## Exercise description
Using the data beneath, show every line that includes the word "name".

(Provided data begins)

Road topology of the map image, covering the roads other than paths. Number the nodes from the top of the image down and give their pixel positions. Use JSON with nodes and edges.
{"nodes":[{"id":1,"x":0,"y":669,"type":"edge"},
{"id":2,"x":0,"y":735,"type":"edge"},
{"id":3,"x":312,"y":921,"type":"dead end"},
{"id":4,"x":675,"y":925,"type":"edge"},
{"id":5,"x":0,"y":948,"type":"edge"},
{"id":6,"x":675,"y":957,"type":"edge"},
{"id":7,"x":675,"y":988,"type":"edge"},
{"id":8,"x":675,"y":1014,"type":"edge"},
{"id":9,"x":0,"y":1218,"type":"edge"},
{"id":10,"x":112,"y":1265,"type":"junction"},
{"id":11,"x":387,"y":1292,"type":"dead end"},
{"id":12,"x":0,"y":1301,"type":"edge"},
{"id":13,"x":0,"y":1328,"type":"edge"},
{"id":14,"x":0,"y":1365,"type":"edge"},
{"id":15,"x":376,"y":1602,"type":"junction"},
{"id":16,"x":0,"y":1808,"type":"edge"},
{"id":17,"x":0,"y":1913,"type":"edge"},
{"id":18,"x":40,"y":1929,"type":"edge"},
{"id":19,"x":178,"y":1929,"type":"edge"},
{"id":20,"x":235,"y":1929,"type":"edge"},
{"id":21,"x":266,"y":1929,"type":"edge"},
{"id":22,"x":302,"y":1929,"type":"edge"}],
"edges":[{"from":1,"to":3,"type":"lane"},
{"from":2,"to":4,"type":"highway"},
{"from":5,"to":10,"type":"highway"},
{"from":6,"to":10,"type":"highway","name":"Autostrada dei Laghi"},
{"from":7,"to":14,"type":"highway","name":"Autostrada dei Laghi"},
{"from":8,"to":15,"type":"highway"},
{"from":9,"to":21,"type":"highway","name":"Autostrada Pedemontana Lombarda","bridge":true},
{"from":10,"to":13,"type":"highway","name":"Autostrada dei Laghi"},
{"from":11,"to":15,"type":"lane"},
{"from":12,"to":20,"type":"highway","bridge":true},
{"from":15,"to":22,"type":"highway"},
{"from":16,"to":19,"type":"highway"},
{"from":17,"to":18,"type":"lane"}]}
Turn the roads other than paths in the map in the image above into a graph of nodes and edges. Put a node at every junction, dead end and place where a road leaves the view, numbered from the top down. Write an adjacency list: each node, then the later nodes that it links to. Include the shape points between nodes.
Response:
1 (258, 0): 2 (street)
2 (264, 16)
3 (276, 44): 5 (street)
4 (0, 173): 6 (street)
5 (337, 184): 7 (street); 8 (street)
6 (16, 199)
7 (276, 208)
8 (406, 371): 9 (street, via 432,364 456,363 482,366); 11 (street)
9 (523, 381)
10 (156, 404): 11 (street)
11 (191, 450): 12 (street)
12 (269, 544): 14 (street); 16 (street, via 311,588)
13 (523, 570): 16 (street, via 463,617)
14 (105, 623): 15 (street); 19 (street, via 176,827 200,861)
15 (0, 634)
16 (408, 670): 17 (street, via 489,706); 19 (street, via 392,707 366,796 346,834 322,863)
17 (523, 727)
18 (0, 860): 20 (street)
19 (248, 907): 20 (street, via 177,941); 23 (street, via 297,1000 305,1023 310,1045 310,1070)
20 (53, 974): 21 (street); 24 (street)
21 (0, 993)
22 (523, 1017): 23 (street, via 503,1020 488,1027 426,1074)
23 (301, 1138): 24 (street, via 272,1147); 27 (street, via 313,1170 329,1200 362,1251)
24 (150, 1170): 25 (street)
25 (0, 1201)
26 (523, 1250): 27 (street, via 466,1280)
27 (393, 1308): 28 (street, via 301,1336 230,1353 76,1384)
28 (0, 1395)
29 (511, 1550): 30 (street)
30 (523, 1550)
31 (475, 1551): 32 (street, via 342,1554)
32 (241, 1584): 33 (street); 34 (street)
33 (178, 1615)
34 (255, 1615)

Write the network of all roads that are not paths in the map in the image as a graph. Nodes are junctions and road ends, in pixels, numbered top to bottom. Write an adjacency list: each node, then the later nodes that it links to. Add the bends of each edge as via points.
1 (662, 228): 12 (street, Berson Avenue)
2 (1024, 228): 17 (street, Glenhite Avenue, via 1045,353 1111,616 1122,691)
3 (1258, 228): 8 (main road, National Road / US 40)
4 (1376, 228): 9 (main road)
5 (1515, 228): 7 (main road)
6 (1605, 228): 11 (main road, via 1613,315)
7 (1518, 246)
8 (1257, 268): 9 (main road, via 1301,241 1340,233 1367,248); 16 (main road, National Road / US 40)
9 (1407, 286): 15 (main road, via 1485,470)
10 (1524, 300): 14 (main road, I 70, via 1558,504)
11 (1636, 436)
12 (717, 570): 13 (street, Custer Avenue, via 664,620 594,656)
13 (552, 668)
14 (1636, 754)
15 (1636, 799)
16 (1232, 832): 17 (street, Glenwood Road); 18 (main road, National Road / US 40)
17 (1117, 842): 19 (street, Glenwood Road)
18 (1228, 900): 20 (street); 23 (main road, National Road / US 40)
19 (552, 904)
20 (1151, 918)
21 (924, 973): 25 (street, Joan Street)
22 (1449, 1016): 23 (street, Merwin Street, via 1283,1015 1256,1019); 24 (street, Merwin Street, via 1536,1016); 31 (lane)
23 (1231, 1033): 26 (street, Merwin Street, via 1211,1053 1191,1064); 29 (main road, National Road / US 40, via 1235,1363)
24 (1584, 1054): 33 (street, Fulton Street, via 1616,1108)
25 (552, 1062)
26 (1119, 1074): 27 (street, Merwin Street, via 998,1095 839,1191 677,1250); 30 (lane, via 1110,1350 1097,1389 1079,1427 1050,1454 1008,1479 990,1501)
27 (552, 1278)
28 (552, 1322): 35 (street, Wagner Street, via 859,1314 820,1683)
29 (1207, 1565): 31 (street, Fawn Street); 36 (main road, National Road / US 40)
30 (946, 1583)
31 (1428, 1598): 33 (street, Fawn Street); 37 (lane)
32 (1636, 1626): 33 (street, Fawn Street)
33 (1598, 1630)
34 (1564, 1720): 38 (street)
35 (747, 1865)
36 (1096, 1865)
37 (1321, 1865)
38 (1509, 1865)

(Provided data ends)

## Output
{"from":6,"to":10,"type":"highway","name":"Autostrada dei Laghi"},
{"from":7,"to":14,"type":"highway","name":"Autostrada dei Laghi"},
{"from":9,"to":21,"type":"highway","name":"Autostrada Pedemontana Lombarda","bridge":true},
{"from":10,"to":13,"type":"highway","name":"Autostrada dei Laghi"},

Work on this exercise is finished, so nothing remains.